When you print the records below, keep every word exact and leave out the images.

● **Exercise materials**
╭──

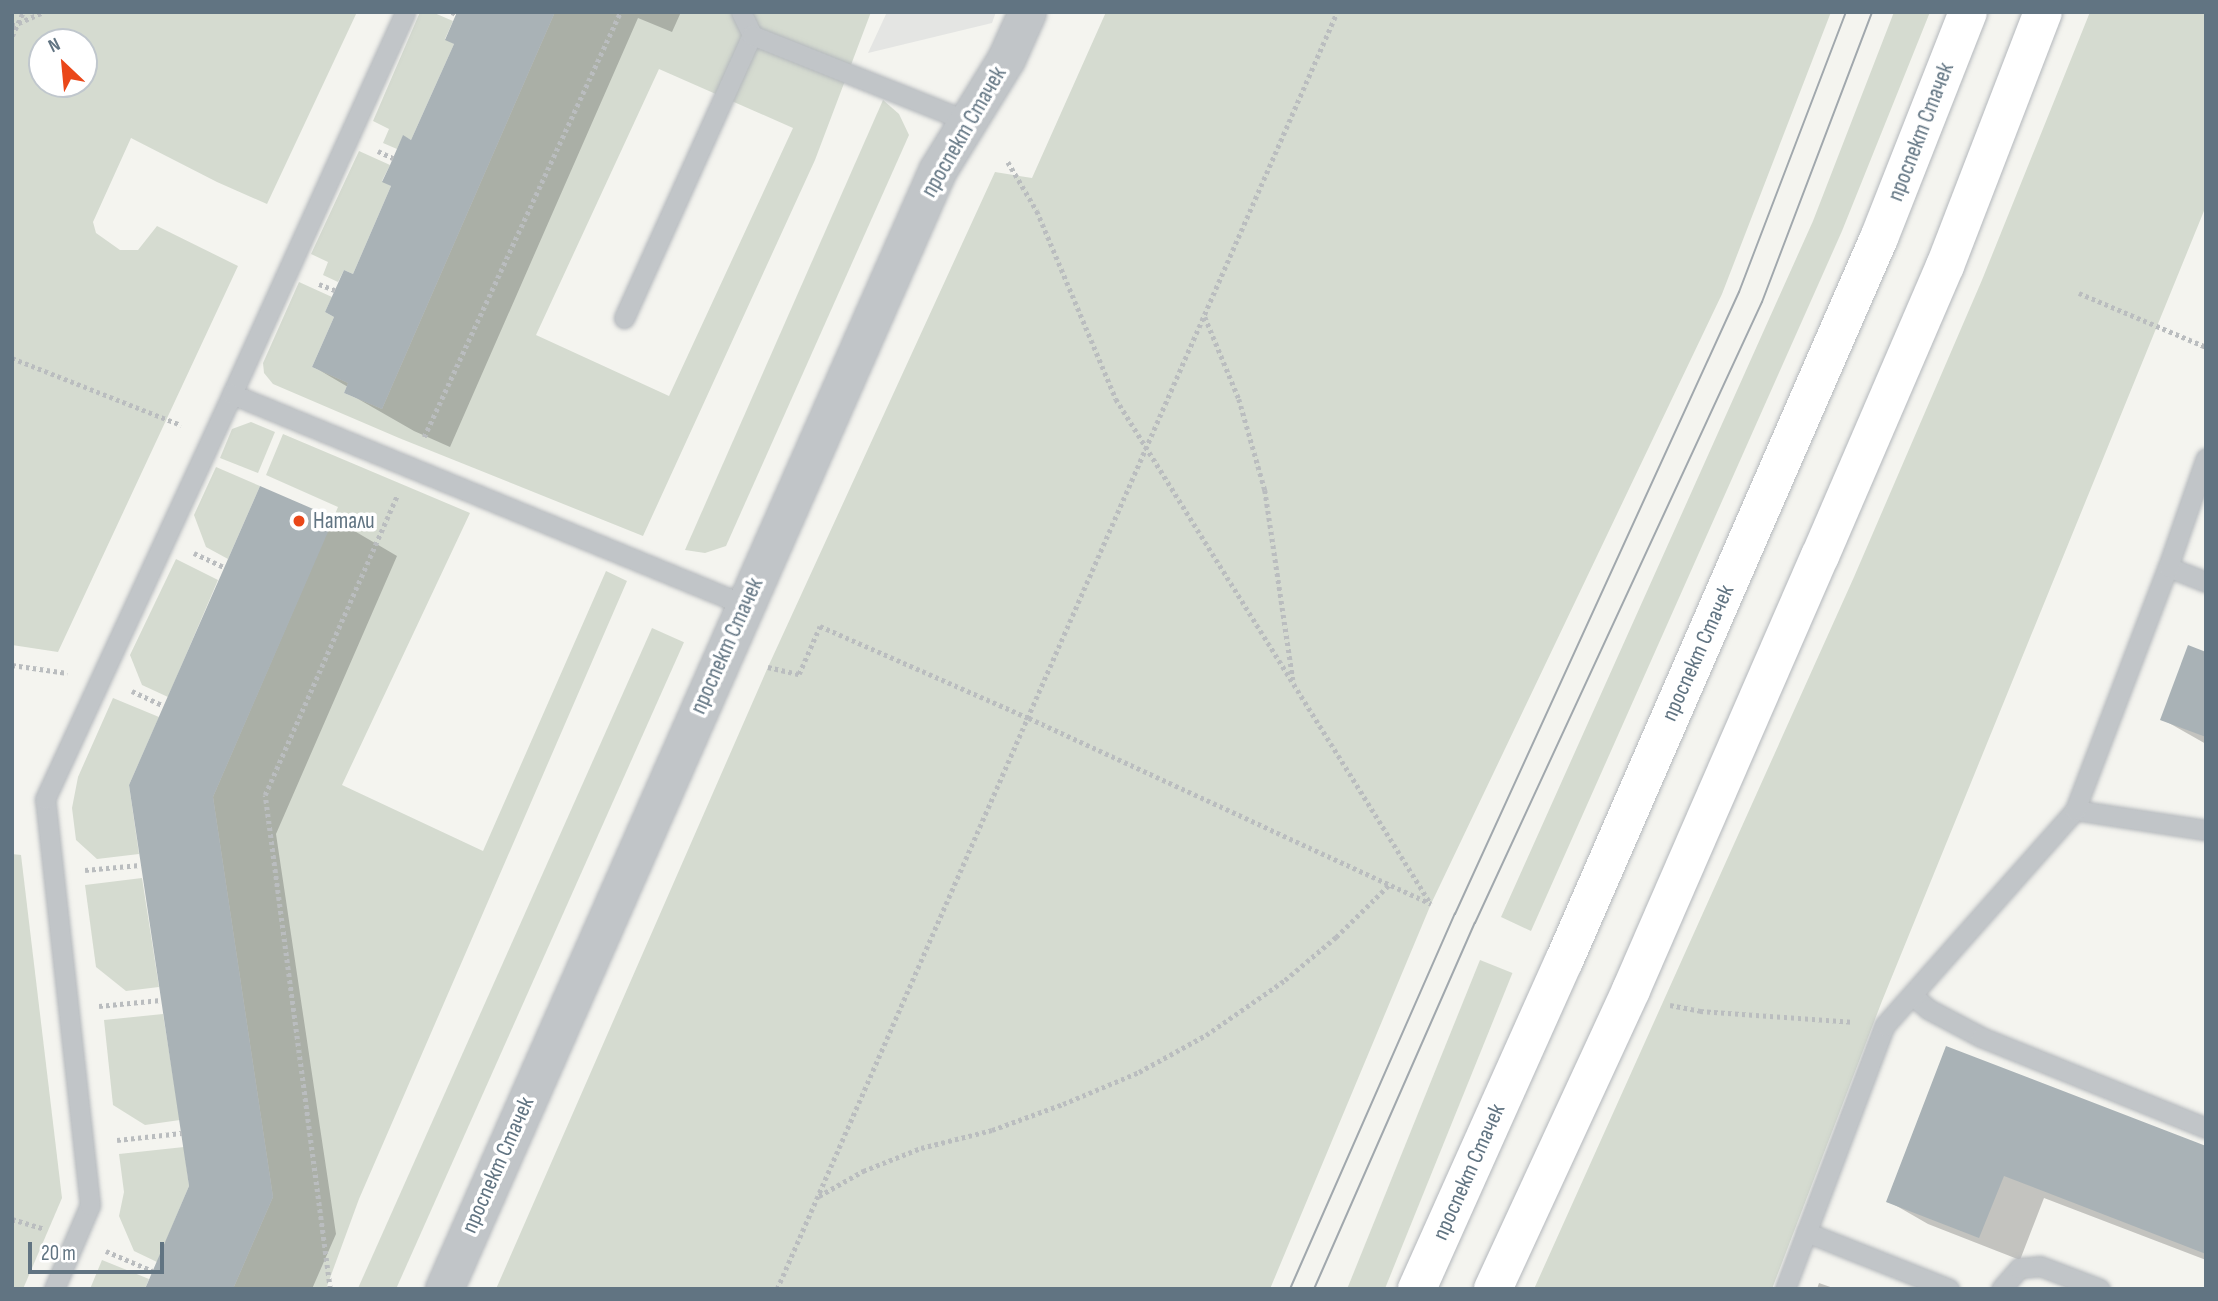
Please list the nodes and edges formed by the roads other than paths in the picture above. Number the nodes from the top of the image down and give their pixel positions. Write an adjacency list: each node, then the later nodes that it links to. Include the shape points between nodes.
1 (405, 12): 9 (lane)
2 (741, 12): 6 (lane)
3 (1027, 12): 7 (street, проспект Стачек)
4 (1968, 12): 21 (main road, проспект Стачек, via 1879,238)
5 (2043, 12): 22 (main road, via 1945,266 1821,556 1631,990)
6 (752, 35): 7 (lane); 8 (lane)
7 (969, 122): 13 (street, проспект Стачек, via 937,171)
8 (624, 318)
9 (232, 394): 13 (lane); 19 (lane, via 45,799 90,1205)
10 (2206, 458): 11 (lane)
11 (2168, 567): 12 (lane); 14 (lane)
12 (2206, 582)
13 (745, 605): 20 (street, проспект Стачек)
14 (2075, 810): 15 (lane); 16 (lane)
15 (2206, 830)
16 (1912, 995): 17 (lane, via 1928,1009 1981,1037); 18 (lane, via 1885,1025)
17 (2206, 1128)
18 (1806, 1232): 23 (lane); 24 (lane)
19 (54, 1289)
20 (444, 1289)
21 (1417, 1289)
22 (1493, 1289)
23 (1785, 1289)
24 (1949, 1289)
25 (2001, 1289): 26 (lane, via 2019,1268 2040,1266)
26 (2100, 1289)

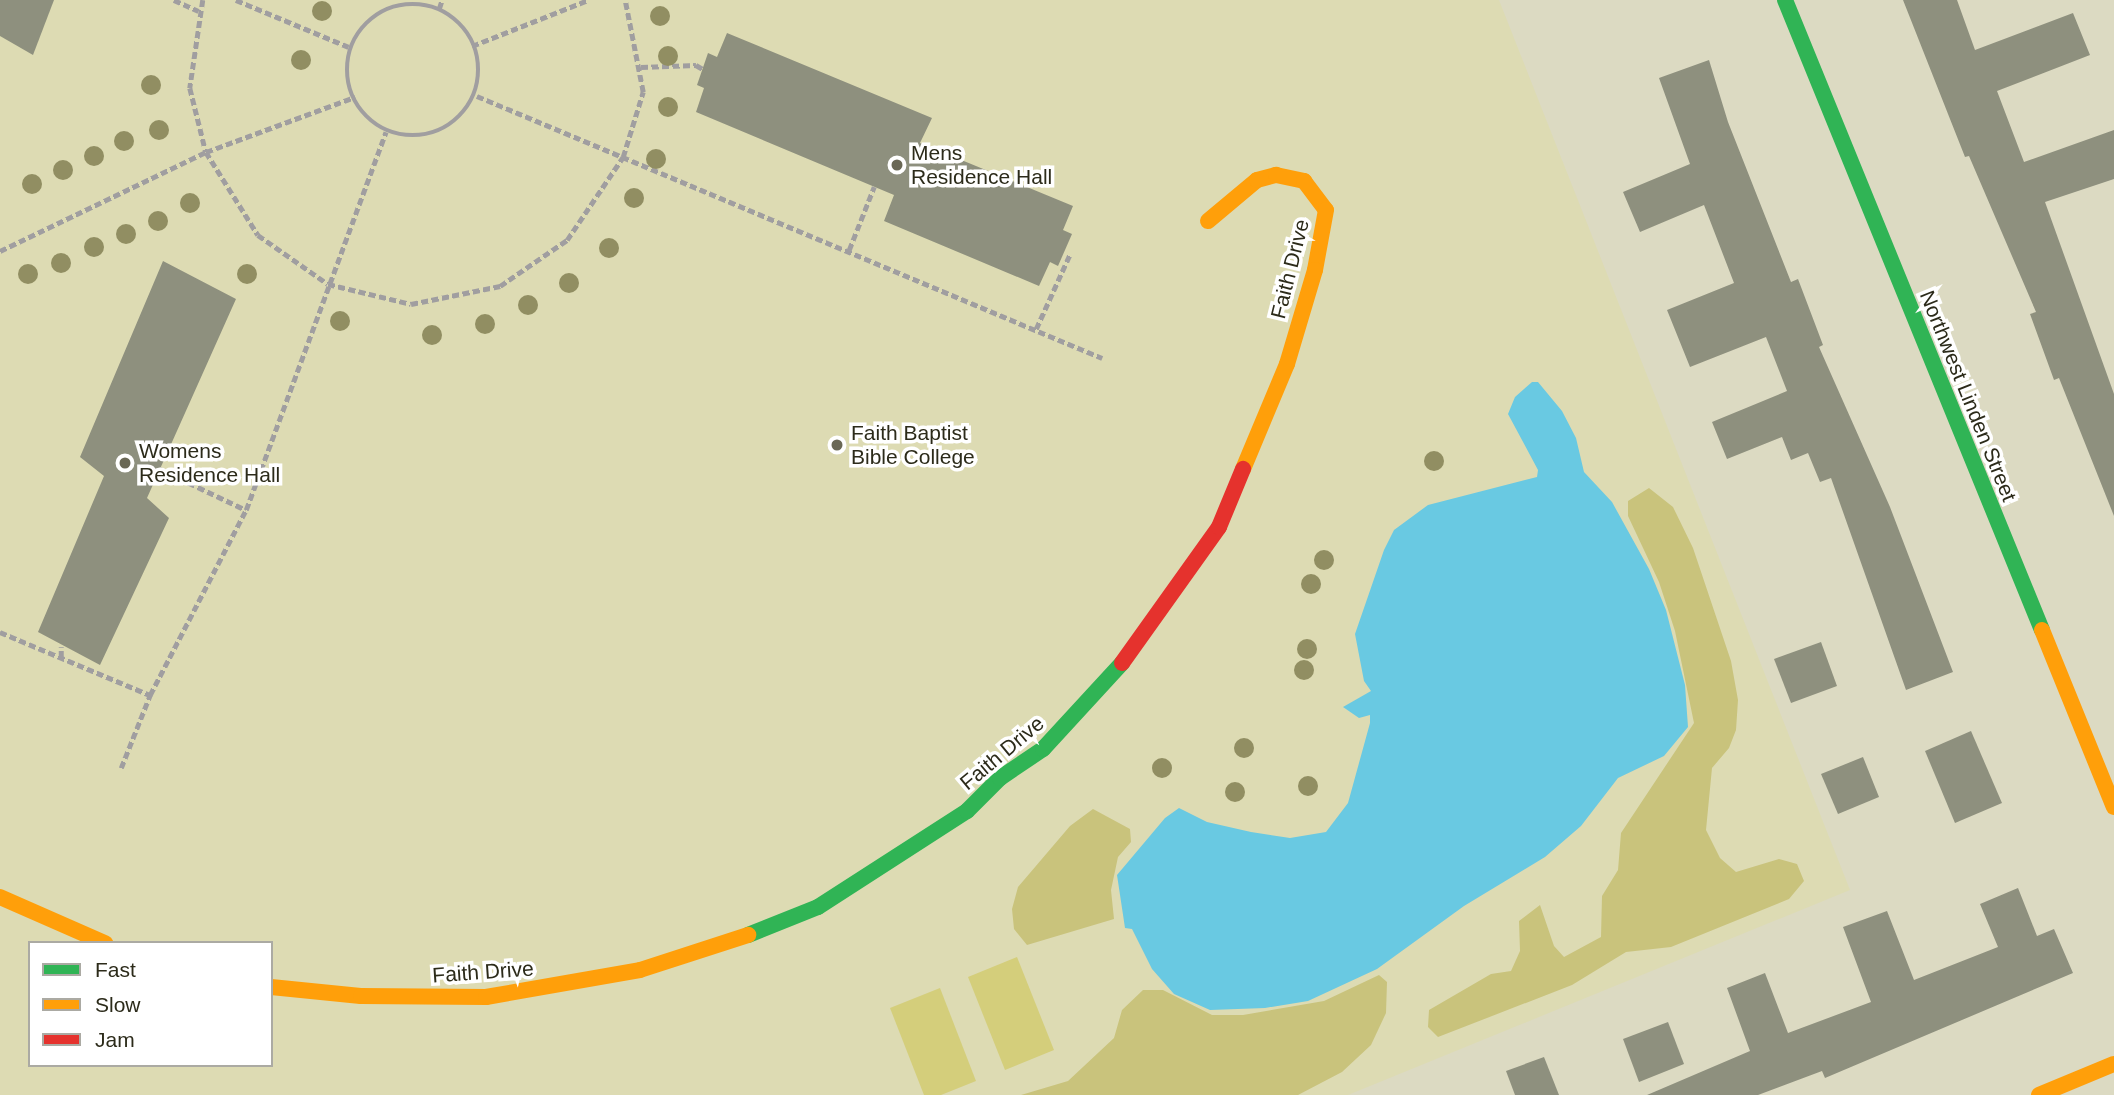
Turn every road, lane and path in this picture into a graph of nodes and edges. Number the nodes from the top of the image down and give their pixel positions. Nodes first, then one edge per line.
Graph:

╰──

● **Response to the task**
Please list the nodes and edges formed by the roads other than paths in the picture above. Number the nodes from the top of the image down and give their pixel positions. Write an adjacency list: each node, then the later nodes that it links to. Include the shape points between nodes.
1 (405, 12): 9 (lane)
2 (741, 12): 6 (lane)
3 (1027, 12): 7 (street, проспект Стачек)
4 (1968, 12): 21 (main road, проспект Стачек, via 1879,238)
5 (2043, 12): 22 (main road, via 1945,266 1821,556 1631,990)
6 (752, 35): 7 (lane); 8 (lane)
7 (969, 122): 13 (street, проспект Стачек, via 937,171)
8 (624, 318)
9 (232, 394): 13 (lane); 19 (lane, via 45,799 90,1205)
10 (2206, 458): 11 (lane)
11 (2168, 567): 12 (lane); 14 (lane)
12 (2206, 582)
13 (745, 605): 20 (street, проспект Стачек)
14 (2075, 810): 15 (lane); 16 (lane)
15 (2206, 830)
16 (1912, 995): 17 (lane, via 1928,1009 1981,1037); 18 (lane, via 1885,1025)
17 (2206, 1128)
18 (1806, 1232): 23 (lane); 24 (lane)
19 (54, 1289)
20 (444, 1289)
21 (1417, 1289)
22 (1493, 1289)
23 (1785, 1289)
24 (1949, 1289)
25 (2001, 1289): 26 (lane, via 2019,1268 2040,1266)
26 (2100, 1289)

Turn every road, lane and path in this picture into a graph of nodes and edges. Number the nodes from the top of the image down and give their pixel positions. Nodes first, then one edge per line.
Graph:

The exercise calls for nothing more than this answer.